[Stored data entries]
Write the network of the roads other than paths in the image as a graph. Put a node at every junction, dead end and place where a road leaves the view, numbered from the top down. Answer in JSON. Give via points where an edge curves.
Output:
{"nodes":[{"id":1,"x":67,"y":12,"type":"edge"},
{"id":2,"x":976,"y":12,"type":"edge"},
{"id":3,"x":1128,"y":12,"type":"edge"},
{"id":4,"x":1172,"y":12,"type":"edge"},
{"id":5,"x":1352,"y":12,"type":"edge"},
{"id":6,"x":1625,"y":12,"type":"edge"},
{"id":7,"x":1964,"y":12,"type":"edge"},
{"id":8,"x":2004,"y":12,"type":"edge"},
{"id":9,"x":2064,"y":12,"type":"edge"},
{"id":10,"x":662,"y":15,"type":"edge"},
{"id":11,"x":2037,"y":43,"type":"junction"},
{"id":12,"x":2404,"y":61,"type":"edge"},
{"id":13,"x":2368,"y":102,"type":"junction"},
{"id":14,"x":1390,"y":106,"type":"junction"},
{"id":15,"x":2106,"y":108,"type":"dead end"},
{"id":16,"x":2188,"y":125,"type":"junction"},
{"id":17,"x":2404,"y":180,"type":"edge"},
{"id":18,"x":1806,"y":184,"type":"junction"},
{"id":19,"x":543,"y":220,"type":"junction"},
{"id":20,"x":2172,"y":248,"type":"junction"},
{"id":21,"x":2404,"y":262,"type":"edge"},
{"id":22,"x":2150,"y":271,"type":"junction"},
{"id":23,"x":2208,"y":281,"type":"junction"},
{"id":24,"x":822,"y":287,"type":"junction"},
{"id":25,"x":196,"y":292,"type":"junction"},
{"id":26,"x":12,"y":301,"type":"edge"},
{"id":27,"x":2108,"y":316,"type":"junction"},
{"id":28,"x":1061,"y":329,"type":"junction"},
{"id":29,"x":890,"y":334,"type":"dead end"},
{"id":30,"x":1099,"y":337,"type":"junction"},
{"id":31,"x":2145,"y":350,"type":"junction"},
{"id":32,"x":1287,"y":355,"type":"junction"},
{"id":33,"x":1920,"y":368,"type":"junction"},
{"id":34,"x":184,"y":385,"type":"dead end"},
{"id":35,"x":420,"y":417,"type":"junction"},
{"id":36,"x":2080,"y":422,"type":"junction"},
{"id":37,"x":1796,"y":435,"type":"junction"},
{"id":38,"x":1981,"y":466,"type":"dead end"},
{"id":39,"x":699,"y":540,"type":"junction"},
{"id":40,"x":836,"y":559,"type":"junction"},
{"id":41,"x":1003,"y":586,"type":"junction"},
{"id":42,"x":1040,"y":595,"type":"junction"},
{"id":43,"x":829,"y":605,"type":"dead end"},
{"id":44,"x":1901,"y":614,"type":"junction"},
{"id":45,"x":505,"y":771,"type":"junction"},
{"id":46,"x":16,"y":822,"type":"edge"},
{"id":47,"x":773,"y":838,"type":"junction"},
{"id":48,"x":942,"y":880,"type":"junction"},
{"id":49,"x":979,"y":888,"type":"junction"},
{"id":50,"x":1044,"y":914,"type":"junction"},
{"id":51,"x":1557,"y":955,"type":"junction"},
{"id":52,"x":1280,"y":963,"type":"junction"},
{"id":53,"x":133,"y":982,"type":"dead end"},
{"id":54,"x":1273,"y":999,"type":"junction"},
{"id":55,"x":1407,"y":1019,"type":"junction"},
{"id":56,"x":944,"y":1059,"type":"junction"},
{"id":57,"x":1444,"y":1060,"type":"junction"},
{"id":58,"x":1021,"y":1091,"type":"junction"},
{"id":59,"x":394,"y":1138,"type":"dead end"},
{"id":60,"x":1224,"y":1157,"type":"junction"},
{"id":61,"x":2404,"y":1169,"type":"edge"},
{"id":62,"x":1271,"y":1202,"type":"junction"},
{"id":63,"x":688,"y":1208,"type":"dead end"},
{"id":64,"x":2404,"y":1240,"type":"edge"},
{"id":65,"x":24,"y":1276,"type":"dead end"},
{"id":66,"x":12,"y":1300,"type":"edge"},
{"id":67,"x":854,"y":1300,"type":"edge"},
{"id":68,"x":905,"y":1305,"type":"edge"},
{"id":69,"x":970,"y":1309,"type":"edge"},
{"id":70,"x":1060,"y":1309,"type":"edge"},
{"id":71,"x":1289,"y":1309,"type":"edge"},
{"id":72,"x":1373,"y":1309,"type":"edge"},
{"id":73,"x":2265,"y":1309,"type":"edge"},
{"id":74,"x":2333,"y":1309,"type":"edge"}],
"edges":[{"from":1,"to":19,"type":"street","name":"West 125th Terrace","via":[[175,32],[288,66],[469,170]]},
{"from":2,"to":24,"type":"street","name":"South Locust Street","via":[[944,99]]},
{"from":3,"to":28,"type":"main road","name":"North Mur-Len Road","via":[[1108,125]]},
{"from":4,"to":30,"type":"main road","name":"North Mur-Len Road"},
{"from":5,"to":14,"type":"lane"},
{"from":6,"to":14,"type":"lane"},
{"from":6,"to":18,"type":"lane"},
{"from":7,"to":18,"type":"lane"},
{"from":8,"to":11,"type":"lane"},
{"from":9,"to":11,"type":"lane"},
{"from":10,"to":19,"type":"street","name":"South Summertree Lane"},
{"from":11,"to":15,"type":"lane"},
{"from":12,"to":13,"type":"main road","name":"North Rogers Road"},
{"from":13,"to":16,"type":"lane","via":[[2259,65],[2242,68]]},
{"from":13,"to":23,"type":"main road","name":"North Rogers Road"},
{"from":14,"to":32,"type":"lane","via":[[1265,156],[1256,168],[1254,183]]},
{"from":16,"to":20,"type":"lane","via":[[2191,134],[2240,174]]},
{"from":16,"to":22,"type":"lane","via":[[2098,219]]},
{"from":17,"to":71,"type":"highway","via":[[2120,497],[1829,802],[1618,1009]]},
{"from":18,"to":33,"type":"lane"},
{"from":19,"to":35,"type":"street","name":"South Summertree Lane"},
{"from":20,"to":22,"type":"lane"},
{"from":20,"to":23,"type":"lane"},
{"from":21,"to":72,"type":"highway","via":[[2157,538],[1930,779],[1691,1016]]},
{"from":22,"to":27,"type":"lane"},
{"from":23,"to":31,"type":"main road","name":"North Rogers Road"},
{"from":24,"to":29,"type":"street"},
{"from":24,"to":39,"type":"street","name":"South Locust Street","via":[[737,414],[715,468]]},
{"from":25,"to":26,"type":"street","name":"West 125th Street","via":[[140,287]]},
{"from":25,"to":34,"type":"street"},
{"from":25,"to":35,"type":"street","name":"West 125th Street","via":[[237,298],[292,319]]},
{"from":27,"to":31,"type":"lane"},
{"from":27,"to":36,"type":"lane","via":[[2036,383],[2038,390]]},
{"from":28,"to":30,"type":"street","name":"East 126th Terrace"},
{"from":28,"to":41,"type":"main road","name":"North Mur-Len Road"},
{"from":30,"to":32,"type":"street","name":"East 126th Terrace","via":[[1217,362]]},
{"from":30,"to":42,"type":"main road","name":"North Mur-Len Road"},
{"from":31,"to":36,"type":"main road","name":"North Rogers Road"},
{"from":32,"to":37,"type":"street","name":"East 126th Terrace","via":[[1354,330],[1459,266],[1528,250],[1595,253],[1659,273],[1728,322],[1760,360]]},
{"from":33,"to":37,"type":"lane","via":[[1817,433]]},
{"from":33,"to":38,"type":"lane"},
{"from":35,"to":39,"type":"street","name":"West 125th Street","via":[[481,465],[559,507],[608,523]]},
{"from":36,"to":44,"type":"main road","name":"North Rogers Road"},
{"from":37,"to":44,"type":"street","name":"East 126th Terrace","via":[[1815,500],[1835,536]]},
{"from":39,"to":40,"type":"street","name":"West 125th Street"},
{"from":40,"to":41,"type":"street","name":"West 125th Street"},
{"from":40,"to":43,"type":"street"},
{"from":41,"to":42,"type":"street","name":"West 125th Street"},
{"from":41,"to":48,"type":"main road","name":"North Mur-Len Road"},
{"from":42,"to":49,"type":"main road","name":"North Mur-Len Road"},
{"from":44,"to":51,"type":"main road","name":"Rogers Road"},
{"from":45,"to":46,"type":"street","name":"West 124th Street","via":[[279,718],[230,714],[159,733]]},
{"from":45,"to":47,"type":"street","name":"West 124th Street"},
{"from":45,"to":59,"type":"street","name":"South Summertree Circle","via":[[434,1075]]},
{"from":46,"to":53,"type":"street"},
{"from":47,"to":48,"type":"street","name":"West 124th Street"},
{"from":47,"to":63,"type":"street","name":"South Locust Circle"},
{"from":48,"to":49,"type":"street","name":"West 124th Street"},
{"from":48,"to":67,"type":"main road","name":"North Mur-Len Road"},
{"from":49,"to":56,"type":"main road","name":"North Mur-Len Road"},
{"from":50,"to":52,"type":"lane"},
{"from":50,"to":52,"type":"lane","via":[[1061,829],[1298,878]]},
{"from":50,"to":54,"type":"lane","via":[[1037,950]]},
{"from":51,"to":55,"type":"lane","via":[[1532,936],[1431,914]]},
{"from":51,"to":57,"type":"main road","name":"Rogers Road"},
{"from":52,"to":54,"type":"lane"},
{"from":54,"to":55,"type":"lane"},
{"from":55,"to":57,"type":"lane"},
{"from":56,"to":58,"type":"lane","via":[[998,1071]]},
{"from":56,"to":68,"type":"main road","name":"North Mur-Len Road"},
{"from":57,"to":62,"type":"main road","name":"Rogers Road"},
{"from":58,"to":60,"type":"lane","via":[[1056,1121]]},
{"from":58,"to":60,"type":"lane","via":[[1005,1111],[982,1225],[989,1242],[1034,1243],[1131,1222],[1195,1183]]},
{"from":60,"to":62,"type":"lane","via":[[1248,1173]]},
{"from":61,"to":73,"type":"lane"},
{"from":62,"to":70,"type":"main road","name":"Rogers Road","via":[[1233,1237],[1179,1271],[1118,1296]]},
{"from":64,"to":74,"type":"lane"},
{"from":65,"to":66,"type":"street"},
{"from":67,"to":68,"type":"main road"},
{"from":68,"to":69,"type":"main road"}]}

EXERCISE GOAL
Every line above that includes the string "East" needs to be copied.

THE COMPLETED TASK
{"from":28,"to":30,"type":"street","name":"East 126th Terrace"},
{"from":30,"to":32,"type":"street","name":"East 126th Terrace","via":[[1217,362]]},
{"from":32,"to":37,"type":"street","name":"East 126th Terrace","via":[[1354,330],[1459,266],[1528,250],[1595,253],[1659,273],[1728,322],[1760,360]]},
{"from":37,"to":44,"type":"street","name":"East 126th Terrace","via":[[1815,500],[1835,536]]},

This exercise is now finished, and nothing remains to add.